EXERCISE PROMPT —
Take every line from the records below that includes the word "Jenderal".

+++ SOURCE MATERIAL

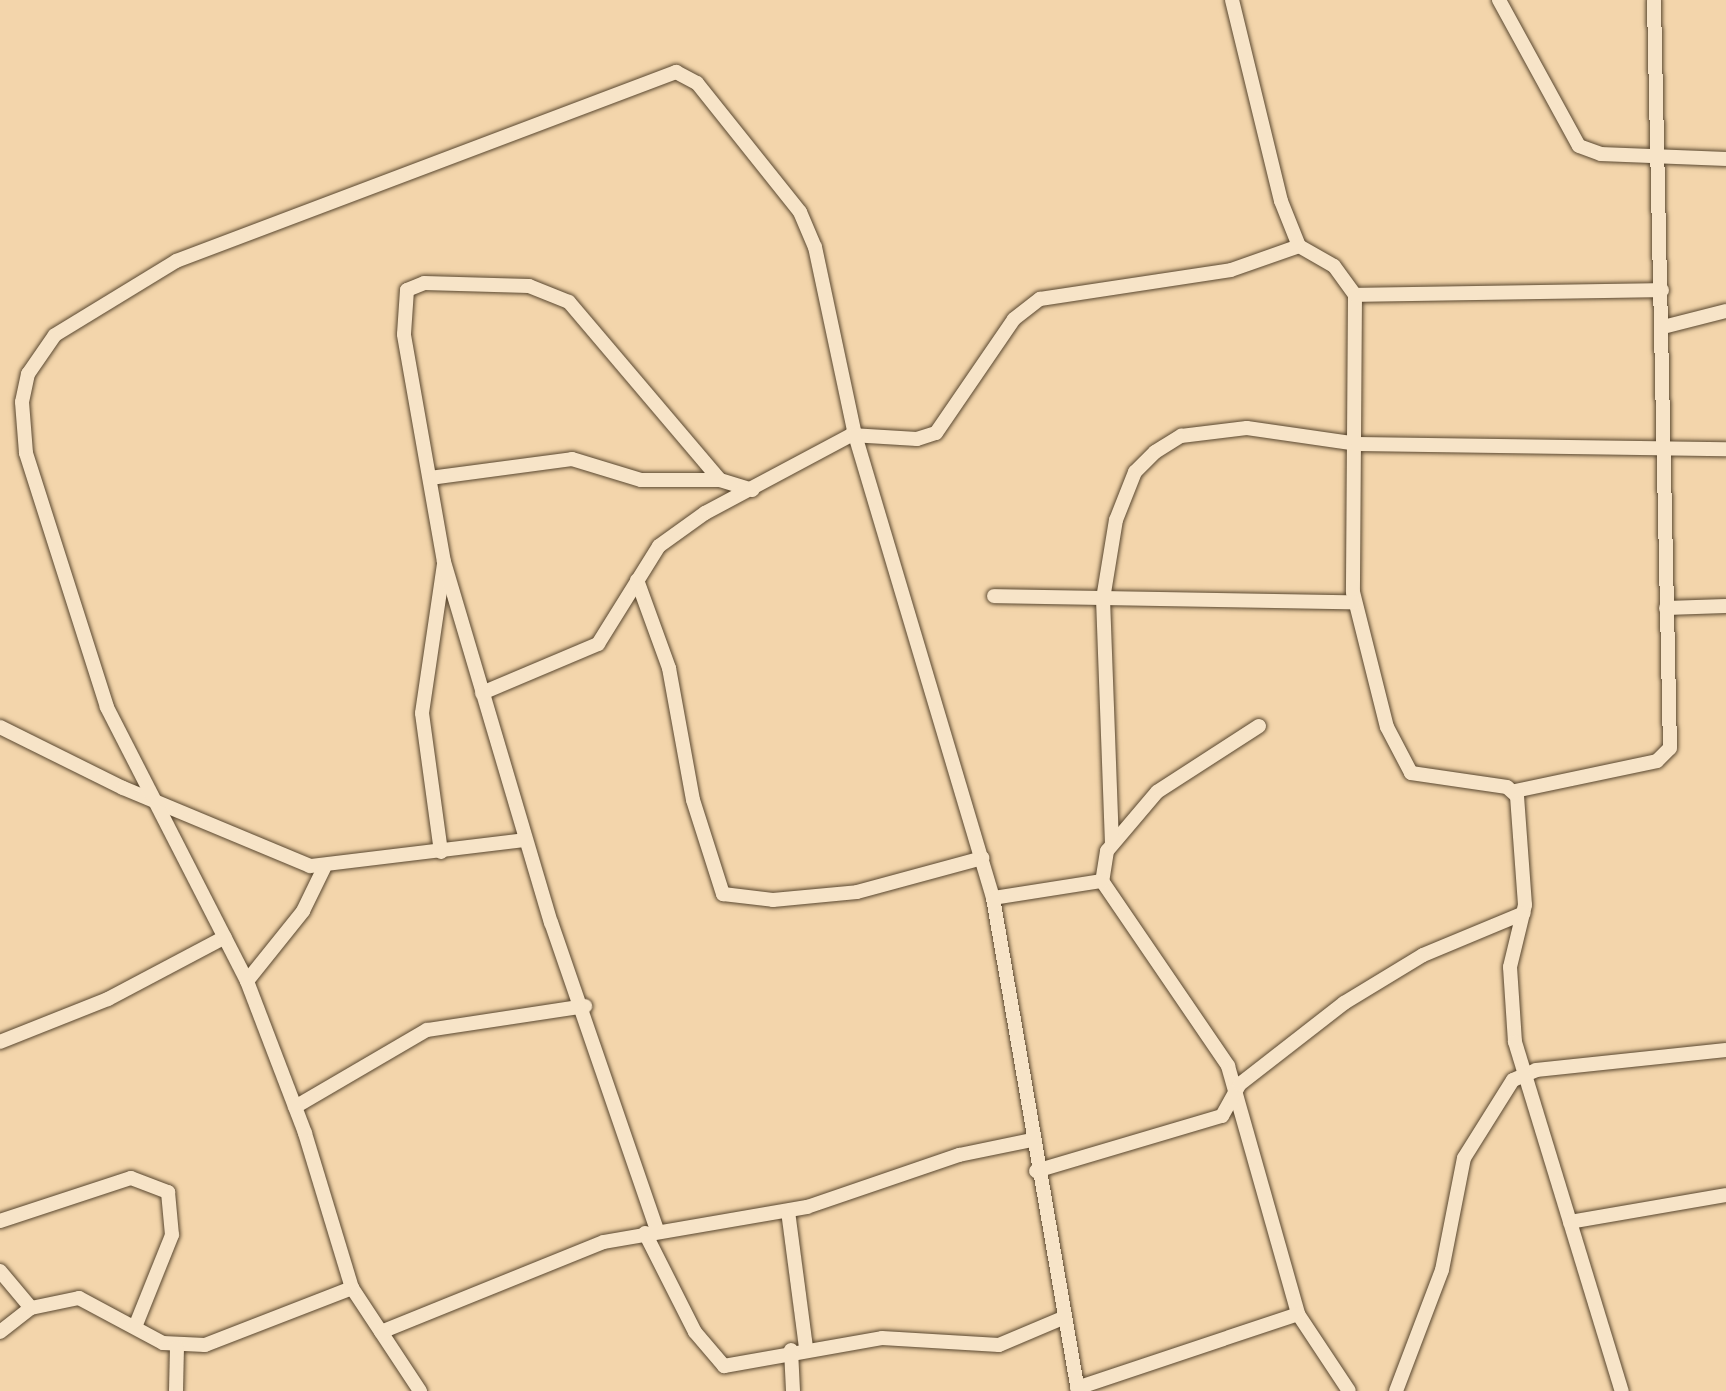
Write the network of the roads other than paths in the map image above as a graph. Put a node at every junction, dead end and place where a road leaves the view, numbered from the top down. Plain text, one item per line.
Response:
1 (1232, 0) edge
2 (1499, 0) edge
3 (1654, 0) edge
4 (1659, 157) junction
5 (1726, 159) edge
6 (1299, 246) junction
7 (1662, 290) junction
8 (1355, 295) junction
9 (1726, 311) edge
10 (1663, 327) junction
11 (855, 435) junction
12 (1358, 444) junction
13 (1662, 445) junction
14 (1726, 449) edge
15 (430, 478) junction
16 (720, 480) junction
17 (753, 490) junction
18 (444, 562) junction
19 (637, 580) junction
20 (994, 596) dead end
21 (1103, 599) junction
22 (1354, 602) junction
23 (1726, 606) edge
24 (1666, 608) junction
25 (482, 693) junction
26 (1259, 726) dead end
27 (0, 727) edge
28 (1515, 791) junction
29 (156, 802) junction
30 (525, 840) junction
31 (1112, 844) junction
32 (441, 852) junction
33 (982, 858) junction
34 (324, 868) junction
35 (1102, 881) junction
36 (993, 898) junction
37 (1524, 913) junction
38 (225, 937) junction
39 (247, 981) junction
40 (585, 1006) junction
41 (0, 1042) edge
42 (1726, 1050) edge
43 (1522, 1074) junction
44 (1234, 1091) junction
45 (295, 1107) junction
46 (1032, 1140) junction
47 (1036, 1171) junction
48 (1726, 1195) edge
49 (788, 1211) junction
50 (0, 1221) edge
51 (1570, 1222) junction
52 (651, 1231) junction
53 (0, 1271) edge
54 (352, 1288) junction
55 (31, 1308) junction
56 (1298, 1314) junction
57 (1063, 1318) junction
58 (135, 1327) junction
59 (0, 1332) edge
60 (381, 1332) junction
61 (177, 1347) junction
62 (799, 1348) junction
63 (1078, 1389) edge
64 (176, 1391) edge
65 (420, 1391) edge
66 (793, 1391) edge
67 (1349, 1391) edge
68 (1396, 1391) edge
69 (1622, 1391) edge

1 - 6 street
2 - 4 street
3 - 4 street
4 - 5 street
4 - 7 street
6 - 8 street
6 - 11 street
7 - 8 street
7 - 10 street
8 - 12 street
9 - 10 street
10 - 13 street
11 - 17 street
11 - 29 street
11 - 33 street
12 - 13 street
12 - 21 street
12 - 22 street
13 - 14 street
13 - 24 street
15 - 16 street
15 - 16 street
15 - 18 street
16 - 17 street
17 - 19 street
18 - 25 street
18 - 32 street
19 - 25 street
19 - 33 street
20 - 21 street
21 - 22 street
21 - 31 street
22 - 28 street
23 - 24 street
24 - 28 street
25 - 30 street
26 - 31 street
27 - 29 street
28 - 37 street
29 - 34 street
29 - 38 street
30 - 32 street
30 - 40 street
31 - 35 street
32 - 34 street
33 - 36 street
34 - 39 street
35 - 36 street
35 - 44 street
36 - 46 street
37 - 43 street
37 - 44 street
38 - 39 street
38 - 41 street
39 - 45 street
40 - 45 street
40 - 52 street
42 - 43 street
43 - 51 street
43 - 68 street
44 - 47 street
44 - 56 street
45 - 54 street
46 - 47 street
46 - 49 street
47 - 57 street
48 - 51 street
49 - 52 street
49 - 62 street
50 - 58 street
51 - 69 street
52 - 60 street
52 - 62 street
53 - 55 street
54 - 60 street
54 - 61 street
55 - 58 street
55 - 59 street
56 - 63 street
56 - 67 street
57 - 62 street
57 - 63 street
58 - 61 street
60 - 65 street
61 - 64 street
62 - 66 street

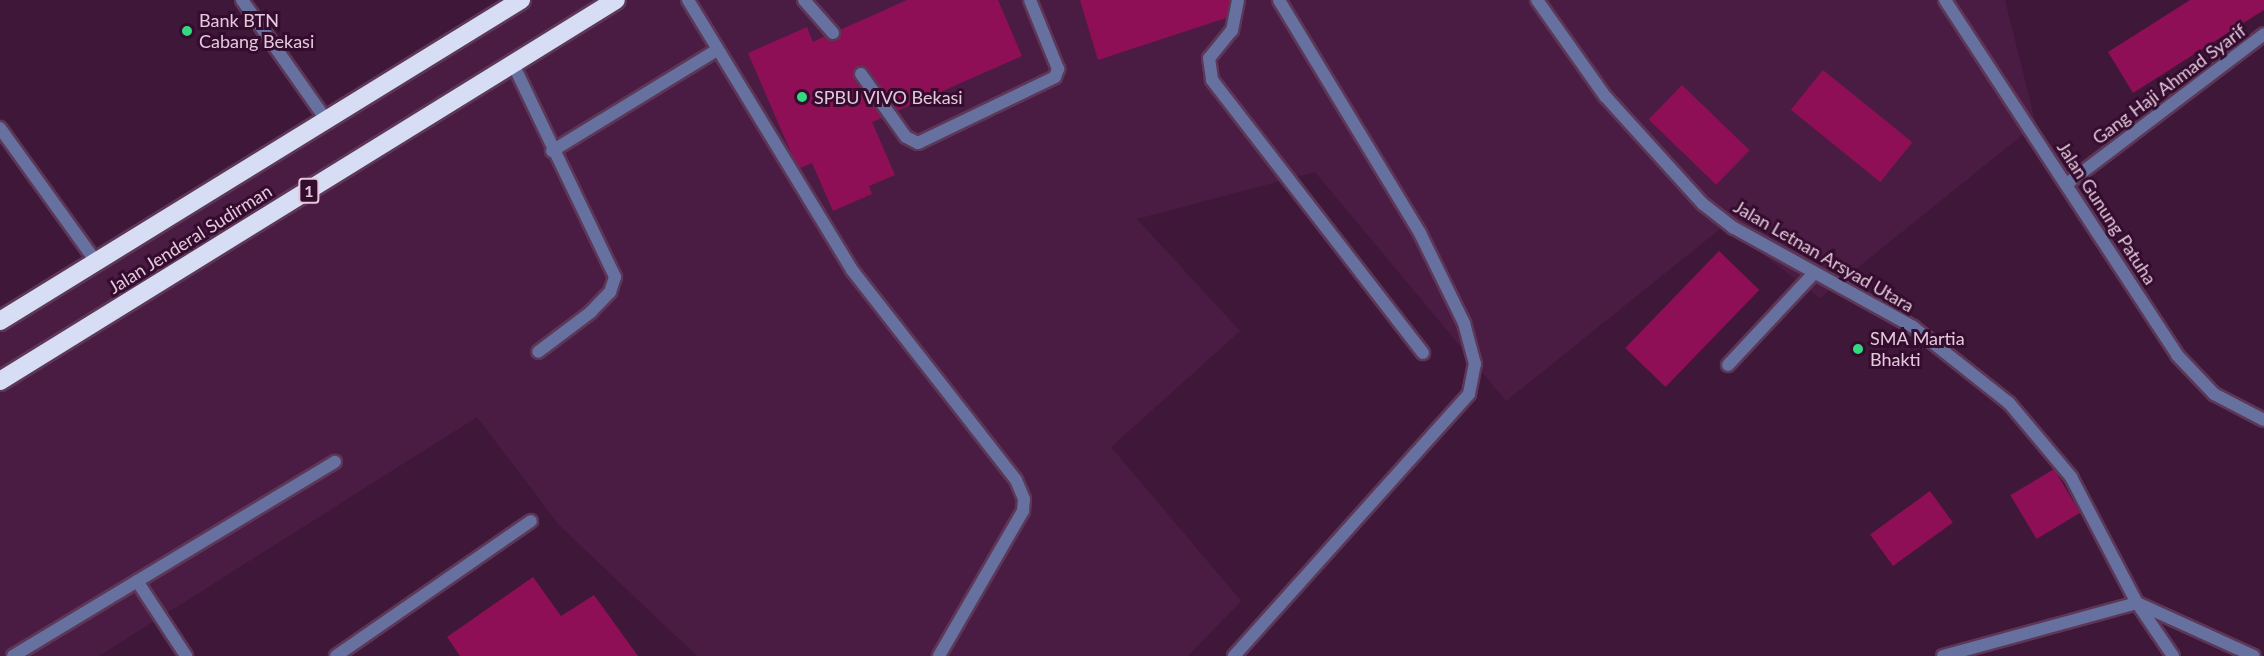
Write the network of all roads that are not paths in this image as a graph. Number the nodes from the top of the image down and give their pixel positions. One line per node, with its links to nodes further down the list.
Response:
1 (242, 0): 16 (street)
2 (521, 0): 16 (highway, Jalan Jenderal Sudirman)
3 (616, 0): 14 (highway, Jalan Jenderal Sudirman / 1)
4 (688, 0): 13 (street)
5 (804, 0): 11 (street)
6 (1030, 0): 15 (street)
7 (1238, 0): 24 (street)
8 (1279, 0): 36 (street)
9 (1537, 0): 21 (street, Jalan Letnan Arsyad Utara)
10 (1946, 0): 19 (street, Jalan Gunung Patuha)
11 (833, 33)
12 (2264, 34): 19 (street, Gang Haji Ahmad Syarif)
13 (717, 50): 18 (street); 35 (street)
14 (514, 66): 18 (street); 26 (highway, Jalan Jenderal Sudirman / 1)
15 (861, 74)
16 (327, 121): 20 (highway, Jalan Jenderal Sudirman)
17 (0, 128): 20 (street)
18 (552, 151): 23 (street)
19 (2068, 183): 27 (street, Jalan Gunung Patuha)
20 (97, 263): 22 (highway, Jalan Jenderal Sudirman)
21 (1814, 273): 25 (street); 31 (street, Jalan Letnan Arsyad Utara)
22 (0, 321)
23 (538, 352)
24 (1422, 352)
25 (1728, 365)
26 (0, 381)
27 (2264, 420)
28 (335, 462): 30 (street)
29 (531, 521): 34 (street)
30 (137, 581): 32 (street); 33 (street)
31 (2137, 603): 37 (street); 38 (street, Jalan Letnan Arsyad Utara); 39 (street)
32 (13, 656)
33 (186, 656)
34 (336, 656)
35 (939, 656)
36 (1234, 656)
37 (1943, 656)
38 (2173, 656)
39 (2254, 656)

++++++

TASK ANSWER —
2 (521, 0): 16 (highway, Jalan Jenderal Sudirman)
3 (616, 0): 14 (highway, Jalan Jenderal Sudirman / 1)
14 (514, 66): 18 (street); 26 (highway, Jalan Jenderal Sudirman / 1)
16 (327, 121): 20 (highway, Jalan Jenderal Sudirman)
20 (97, 263): 22 (highway, Jalan Jenderal Sudirman)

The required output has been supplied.